Virtual infrastructures are becoming increasingly complex
Virtualization is an indispensable part of a modern data center. Frequently, the degree of virtualization is 90 percent or more. What formerly operated on a number of servers today runs on a few hosts. With the high rate of virtualization and the resulting increase in complexity, problems are more difficult to locate. It is therefore necessary to consider how the infrastructure can be monitored accurately and how potential problem situations can be found to avoid costly errors. Unfortunately, under certain circumstances, even minor problems can significantly negatively impact the entire infrastructure.
A Wide range of virtualization solutions and infrastructure components
Virtualization solutions are many: the selection ranges from suppliers such as KVM and Citrix to Microsoft Hyper-V and the market-leading provider VMware, with its vSphere solution. The variety of combinations with other components of the infrastructure is limitless. Reduced to its basic functionality, each of these solutions operates almost the same way. They mainly enable resource partitioning for optimal and cost-effective use of physical hardware. In addition, completely new methods of high-availability designs are possible.

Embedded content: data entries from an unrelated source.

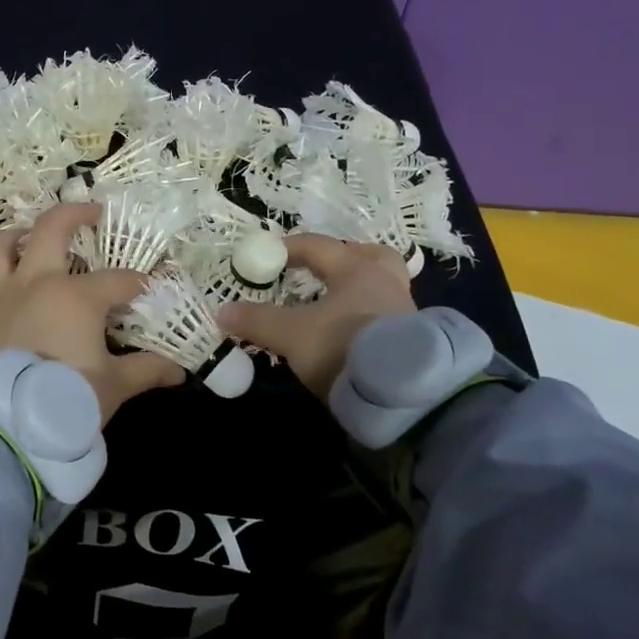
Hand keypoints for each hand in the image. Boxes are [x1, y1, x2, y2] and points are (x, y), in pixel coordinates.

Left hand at [0, 201, 186, 424]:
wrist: (4, 427)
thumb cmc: (67, 399)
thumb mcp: (113, 386)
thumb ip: (146, 370)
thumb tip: (178, 371)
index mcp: (76, 295)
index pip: (119, 279)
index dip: (141, 282)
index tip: (154, 287)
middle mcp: (36, 282)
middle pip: (52, 229)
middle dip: (75, 214)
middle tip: (92, 213)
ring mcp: (1, 297)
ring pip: (2, 248)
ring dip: (18, 235)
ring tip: (30, 235)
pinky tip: (6, 292)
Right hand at [217, 235, 414, 398]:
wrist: (402, 392)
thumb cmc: (343, 346)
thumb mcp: (291, 335)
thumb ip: (257, 321)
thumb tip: (223, 312)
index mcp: (355, 270)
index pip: (318, 246)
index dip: (289, 247)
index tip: (269, 255)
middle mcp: (384, 281)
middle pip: (370, 255)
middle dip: (346, 257)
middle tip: (324, 269)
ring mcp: (405, 310)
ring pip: (384, 284)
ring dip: (360, 287)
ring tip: (337, 303)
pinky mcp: (414, 339)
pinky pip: (389, 313)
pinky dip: (370, 315)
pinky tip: (353, 332)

Keeping systems reliable through monitoring
What about the reliability of the virtualized machines (VMs)? Are the smooth operation of VMs and the applications running on your systems guaranteed? Keeping track of this complex infrastructure can be guaranteed only by employing various tools, with at least one monitoring solution serving as the base. The aim is to be promptly notified if system loads are exceeded or failures occur. In many organizations, failure prevention tools offer up to 99.99% reliability. Such statistics are not possible without the appropriate software and automation.
Operating Monitoring solutions
Monitoring tools are widespread, such as Nagios or Icinga, Microsoft SCOM or proprietary and application-specific monitoring tools (e.g. integrated in VMware vCenter). They offer real-time insight on whether certain thresholds are exceeded or if a failure has occurred. If this is the case, then the software alerts the administrator through email or an SMS alarm sounds.
Setting the right threshold
The biggest challenge is correctly setting the threshold value, since this threshold determines whether an action should be performed or not. For example, sensitive thresholds lead to many alerts and alarms, flooding administrators with harmless or false messages. This causes really important messages to sometimes be overlooked in the crowd. But what is the correct threshold for an administrator? This must be decided based on the unique infrastructure. This is where recommendations and best practices come into play, providing valuable guidance.
An analysis is by definition a systematic study which consists of two processes, data collection and evaluation. In particular, we consider this relationship and its effects and interactions between the elements.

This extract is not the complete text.